## PROBLEM
Report every line below that has the string "Boulevard" in it.
┌─ DATA SHOWN
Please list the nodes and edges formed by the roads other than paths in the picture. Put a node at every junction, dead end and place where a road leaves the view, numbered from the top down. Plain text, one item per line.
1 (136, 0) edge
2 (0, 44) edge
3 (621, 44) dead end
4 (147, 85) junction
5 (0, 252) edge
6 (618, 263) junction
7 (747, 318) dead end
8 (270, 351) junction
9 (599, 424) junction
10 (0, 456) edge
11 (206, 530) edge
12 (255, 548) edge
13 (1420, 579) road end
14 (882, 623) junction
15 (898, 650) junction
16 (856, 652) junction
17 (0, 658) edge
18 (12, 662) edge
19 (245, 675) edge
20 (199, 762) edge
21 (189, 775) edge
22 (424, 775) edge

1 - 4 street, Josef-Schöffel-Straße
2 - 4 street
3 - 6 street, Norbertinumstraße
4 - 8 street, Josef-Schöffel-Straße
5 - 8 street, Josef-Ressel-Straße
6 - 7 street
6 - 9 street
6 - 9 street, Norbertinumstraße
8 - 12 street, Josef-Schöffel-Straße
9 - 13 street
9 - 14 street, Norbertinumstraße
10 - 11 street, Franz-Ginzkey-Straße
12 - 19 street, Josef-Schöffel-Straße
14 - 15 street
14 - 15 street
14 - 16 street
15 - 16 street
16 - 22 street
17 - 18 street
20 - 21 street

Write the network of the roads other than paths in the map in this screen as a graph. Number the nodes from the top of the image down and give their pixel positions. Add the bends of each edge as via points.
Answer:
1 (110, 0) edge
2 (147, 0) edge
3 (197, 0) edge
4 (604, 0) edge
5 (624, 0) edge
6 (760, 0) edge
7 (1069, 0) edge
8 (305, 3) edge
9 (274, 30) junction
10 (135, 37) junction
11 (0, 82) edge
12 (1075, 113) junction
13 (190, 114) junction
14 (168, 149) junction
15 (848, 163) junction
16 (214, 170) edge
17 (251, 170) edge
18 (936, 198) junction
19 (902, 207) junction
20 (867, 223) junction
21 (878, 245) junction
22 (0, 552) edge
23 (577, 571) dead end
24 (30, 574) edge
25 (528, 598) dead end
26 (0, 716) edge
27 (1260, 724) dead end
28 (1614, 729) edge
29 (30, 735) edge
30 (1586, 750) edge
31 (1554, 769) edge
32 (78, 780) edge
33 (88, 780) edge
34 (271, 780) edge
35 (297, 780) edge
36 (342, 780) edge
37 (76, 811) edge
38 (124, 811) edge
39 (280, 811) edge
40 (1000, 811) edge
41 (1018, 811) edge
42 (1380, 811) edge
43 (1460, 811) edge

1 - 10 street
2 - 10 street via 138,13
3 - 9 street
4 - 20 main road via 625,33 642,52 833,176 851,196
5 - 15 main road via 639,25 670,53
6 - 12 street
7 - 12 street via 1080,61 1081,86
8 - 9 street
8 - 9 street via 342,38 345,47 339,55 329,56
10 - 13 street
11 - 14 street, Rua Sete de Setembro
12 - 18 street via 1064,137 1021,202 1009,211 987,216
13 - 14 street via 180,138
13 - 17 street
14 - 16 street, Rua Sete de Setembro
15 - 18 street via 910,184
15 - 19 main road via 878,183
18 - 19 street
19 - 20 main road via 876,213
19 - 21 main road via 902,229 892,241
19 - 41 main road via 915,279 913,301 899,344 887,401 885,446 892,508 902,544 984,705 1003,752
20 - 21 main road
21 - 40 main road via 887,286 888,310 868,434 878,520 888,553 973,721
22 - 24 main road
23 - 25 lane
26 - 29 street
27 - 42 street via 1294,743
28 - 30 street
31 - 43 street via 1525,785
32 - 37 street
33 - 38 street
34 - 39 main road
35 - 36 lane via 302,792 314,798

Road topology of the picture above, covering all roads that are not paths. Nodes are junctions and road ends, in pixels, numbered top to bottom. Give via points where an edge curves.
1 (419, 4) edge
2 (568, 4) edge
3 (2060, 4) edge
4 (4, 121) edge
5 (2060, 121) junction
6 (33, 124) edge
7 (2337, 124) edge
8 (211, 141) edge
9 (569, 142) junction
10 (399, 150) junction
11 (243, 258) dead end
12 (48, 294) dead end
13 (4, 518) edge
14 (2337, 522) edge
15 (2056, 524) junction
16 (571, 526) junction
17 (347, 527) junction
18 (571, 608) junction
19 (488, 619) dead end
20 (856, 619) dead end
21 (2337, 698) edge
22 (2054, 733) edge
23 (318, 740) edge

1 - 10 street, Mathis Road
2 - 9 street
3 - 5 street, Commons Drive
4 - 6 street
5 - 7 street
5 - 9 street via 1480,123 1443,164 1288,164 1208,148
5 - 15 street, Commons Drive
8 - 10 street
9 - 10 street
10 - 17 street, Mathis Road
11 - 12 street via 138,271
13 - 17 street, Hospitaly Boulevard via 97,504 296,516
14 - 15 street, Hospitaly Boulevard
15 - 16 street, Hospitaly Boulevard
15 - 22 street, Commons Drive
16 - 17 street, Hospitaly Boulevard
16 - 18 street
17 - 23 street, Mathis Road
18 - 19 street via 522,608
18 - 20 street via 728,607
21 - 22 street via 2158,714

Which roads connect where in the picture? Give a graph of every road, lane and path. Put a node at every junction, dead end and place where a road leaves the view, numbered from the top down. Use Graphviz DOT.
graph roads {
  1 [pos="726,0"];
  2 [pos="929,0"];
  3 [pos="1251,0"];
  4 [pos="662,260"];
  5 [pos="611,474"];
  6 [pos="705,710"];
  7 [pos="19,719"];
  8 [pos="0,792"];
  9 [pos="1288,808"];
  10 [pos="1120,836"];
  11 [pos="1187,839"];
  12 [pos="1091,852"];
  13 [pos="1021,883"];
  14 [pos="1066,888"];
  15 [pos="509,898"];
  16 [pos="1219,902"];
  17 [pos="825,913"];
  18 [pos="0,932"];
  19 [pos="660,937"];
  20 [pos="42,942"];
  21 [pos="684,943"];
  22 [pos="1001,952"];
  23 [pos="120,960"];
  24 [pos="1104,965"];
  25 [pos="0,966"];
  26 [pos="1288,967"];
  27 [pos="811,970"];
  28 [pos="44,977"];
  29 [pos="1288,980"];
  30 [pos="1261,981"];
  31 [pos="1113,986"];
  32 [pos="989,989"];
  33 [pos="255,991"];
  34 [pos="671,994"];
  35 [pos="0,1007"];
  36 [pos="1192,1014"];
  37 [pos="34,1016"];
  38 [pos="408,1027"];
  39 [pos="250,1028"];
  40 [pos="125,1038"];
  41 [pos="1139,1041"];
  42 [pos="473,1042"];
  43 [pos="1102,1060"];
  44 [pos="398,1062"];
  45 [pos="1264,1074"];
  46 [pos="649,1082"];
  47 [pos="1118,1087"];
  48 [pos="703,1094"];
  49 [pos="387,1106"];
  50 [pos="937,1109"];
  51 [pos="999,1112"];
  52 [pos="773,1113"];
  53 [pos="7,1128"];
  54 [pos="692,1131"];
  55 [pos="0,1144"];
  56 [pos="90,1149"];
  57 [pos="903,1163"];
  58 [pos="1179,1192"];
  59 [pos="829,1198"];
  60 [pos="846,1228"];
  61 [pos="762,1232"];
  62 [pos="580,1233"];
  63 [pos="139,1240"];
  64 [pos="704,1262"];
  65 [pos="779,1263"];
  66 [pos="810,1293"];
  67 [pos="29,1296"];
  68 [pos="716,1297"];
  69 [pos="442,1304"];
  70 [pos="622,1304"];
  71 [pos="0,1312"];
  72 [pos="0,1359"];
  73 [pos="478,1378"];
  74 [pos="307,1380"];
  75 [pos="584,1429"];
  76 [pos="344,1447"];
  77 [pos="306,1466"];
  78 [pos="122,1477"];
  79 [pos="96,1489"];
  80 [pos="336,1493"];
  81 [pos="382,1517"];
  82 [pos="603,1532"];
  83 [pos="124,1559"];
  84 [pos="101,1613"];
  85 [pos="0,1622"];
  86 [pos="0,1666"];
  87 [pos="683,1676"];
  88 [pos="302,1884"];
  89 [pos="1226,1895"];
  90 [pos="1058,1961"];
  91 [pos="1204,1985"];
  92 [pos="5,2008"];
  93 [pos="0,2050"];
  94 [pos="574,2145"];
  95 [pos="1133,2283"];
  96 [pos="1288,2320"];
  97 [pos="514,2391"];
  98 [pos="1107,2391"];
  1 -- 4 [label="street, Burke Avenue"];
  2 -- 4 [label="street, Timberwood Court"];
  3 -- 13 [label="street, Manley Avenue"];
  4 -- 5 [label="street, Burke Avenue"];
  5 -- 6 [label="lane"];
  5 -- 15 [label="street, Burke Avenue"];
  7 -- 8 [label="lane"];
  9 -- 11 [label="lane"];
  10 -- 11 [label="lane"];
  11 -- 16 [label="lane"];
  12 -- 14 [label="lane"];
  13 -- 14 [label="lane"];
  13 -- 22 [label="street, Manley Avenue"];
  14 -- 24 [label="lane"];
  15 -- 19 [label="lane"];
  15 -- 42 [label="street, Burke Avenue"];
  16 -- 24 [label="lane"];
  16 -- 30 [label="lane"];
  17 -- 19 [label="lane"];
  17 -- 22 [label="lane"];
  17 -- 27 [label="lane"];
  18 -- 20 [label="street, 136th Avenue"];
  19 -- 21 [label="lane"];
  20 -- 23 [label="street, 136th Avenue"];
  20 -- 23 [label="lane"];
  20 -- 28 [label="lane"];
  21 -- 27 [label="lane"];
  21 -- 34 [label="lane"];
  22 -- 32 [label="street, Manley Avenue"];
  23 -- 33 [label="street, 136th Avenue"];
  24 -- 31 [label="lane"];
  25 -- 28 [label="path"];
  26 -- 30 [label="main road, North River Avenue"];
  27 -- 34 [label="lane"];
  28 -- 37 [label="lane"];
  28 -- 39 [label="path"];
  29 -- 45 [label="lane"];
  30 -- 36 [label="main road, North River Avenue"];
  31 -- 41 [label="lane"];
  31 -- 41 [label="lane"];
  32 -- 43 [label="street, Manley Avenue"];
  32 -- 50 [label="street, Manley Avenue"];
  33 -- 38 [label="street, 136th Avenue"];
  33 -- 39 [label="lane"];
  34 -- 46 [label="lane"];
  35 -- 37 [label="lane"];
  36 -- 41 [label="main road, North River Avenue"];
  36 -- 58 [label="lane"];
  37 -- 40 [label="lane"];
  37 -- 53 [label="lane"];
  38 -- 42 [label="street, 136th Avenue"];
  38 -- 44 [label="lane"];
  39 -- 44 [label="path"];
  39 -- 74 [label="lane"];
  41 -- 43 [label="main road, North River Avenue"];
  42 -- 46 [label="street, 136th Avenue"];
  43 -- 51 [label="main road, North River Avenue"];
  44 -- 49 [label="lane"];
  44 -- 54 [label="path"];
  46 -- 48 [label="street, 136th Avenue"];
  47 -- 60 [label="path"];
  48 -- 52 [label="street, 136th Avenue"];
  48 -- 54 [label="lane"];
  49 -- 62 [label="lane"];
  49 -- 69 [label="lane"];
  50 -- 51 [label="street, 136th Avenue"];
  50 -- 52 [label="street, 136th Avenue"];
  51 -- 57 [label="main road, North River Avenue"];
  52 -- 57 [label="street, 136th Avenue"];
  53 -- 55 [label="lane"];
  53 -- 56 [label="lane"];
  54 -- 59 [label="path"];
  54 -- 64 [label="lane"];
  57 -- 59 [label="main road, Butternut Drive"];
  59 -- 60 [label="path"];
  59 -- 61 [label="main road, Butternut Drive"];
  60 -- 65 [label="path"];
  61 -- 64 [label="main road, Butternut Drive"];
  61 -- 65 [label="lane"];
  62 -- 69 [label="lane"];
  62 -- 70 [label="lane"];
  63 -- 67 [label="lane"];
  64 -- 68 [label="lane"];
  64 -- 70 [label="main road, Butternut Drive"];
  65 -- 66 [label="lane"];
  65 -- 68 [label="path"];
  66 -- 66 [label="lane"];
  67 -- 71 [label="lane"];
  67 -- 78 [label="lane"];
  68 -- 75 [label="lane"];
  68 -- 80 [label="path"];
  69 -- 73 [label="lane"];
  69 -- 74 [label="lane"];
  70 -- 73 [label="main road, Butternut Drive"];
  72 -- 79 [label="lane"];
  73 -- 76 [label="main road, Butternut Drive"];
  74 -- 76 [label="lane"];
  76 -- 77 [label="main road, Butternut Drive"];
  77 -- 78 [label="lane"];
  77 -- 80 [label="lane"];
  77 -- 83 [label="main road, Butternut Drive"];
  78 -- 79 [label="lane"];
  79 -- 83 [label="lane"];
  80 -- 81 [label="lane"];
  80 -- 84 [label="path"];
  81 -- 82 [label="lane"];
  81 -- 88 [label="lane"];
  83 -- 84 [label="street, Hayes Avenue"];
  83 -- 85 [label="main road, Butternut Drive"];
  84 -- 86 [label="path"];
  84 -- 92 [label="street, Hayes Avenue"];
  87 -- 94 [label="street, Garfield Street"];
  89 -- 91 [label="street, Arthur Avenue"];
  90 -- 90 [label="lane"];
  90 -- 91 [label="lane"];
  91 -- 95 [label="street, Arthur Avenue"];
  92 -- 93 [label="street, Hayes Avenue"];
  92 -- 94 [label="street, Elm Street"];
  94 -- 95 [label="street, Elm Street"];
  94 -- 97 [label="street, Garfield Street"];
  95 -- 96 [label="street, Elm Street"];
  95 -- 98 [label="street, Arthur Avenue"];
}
└─
## ANSWER SPACE
13 - 17 street, Hospitaly Boulevard via 97,504 296,516
14 - 15 street, Hospitaly Boulevard
15 - 16 street, Hospitaly Boulevard
16 - 17 street, Hospitaly Boulevard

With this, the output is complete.